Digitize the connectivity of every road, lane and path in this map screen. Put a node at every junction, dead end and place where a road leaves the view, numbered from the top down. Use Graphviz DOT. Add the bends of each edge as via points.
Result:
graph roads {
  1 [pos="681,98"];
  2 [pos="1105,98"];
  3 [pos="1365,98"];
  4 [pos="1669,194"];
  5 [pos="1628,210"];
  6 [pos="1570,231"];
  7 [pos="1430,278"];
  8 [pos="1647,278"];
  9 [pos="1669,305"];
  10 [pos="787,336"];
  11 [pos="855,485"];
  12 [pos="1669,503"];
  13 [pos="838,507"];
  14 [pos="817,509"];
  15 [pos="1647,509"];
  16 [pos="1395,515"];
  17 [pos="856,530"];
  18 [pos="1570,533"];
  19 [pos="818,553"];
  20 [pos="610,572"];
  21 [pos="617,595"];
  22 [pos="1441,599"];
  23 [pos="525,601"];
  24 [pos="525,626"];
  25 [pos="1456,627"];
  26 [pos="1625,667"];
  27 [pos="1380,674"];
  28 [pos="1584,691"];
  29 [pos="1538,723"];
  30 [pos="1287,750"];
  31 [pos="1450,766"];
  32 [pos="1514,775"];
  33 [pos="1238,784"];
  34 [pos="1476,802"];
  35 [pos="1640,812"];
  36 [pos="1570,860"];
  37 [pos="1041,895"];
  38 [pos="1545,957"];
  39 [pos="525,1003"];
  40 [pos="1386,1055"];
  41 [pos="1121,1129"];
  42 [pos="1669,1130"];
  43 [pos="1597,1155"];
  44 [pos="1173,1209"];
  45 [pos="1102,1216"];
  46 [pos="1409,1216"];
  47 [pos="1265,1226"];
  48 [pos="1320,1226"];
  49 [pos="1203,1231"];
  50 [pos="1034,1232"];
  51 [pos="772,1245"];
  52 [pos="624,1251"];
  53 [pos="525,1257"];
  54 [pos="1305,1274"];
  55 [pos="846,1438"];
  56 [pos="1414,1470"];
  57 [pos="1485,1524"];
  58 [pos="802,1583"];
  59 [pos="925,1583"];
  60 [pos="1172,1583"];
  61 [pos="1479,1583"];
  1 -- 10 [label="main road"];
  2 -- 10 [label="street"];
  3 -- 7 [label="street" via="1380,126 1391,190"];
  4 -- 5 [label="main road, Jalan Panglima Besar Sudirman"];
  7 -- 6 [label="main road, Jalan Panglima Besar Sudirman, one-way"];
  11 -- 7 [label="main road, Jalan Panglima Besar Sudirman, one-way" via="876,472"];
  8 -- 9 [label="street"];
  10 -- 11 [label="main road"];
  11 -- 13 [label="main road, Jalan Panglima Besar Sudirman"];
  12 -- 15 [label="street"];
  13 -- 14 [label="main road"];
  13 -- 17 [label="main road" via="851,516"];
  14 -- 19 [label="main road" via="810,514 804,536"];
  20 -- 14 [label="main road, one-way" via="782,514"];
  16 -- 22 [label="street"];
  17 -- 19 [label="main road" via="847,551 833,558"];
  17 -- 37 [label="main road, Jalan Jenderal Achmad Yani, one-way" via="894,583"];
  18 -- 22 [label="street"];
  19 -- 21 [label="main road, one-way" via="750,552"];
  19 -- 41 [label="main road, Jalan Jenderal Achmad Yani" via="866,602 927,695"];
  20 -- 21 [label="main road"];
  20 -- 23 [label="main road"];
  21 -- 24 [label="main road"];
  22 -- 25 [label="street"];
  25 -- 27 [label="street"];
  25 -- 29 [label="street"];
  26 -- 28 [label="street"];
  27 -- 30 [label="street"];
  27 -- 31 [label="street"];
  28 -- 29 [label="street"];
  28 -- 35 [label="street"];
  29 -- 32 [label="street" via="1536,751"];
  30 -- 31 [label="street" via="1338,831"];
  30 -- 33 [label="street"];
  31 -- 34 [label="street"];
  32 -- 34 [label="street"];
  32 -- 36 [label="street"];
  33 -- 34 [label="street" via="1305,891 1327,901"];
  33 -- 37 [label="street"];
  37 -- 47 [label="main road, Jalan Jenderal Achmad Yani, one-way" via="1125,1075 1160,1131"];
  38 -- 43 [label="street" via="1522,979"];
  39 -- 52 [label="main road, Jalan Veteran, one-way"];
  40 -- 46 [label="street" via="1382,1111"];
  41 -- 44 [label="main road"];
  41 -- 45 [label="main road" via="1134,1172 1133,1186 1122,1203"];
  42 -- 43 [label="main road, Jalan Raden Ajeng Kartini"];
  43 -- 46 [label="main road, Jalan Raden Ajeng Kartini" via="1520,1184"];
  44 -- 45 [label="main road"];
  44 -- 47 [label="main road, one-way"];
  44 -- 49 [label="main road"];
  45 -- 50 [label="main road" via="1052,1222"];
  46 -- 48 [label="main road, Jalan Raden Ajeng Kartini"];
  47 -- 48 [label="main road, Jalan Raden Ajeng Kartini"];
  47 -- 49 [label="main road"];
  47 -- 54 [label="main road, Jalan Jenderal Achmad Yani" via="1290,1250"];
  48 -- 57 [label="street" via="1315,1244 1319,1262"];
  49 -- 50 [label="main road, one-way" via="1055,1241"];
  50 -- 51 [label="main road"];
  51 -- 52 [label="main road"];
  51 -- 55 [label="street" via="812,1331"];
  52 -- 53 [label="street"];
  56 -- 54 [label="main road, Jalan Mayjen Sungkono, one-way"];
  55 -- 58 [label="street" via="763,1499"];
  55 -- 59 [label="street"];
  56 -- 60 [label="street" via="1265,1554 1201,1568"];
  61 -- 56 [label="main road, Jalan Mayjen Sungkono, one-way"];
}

* * * * * * * * *

The word "Besar" may appear in several lines of the data; count those lines and give only the number.

4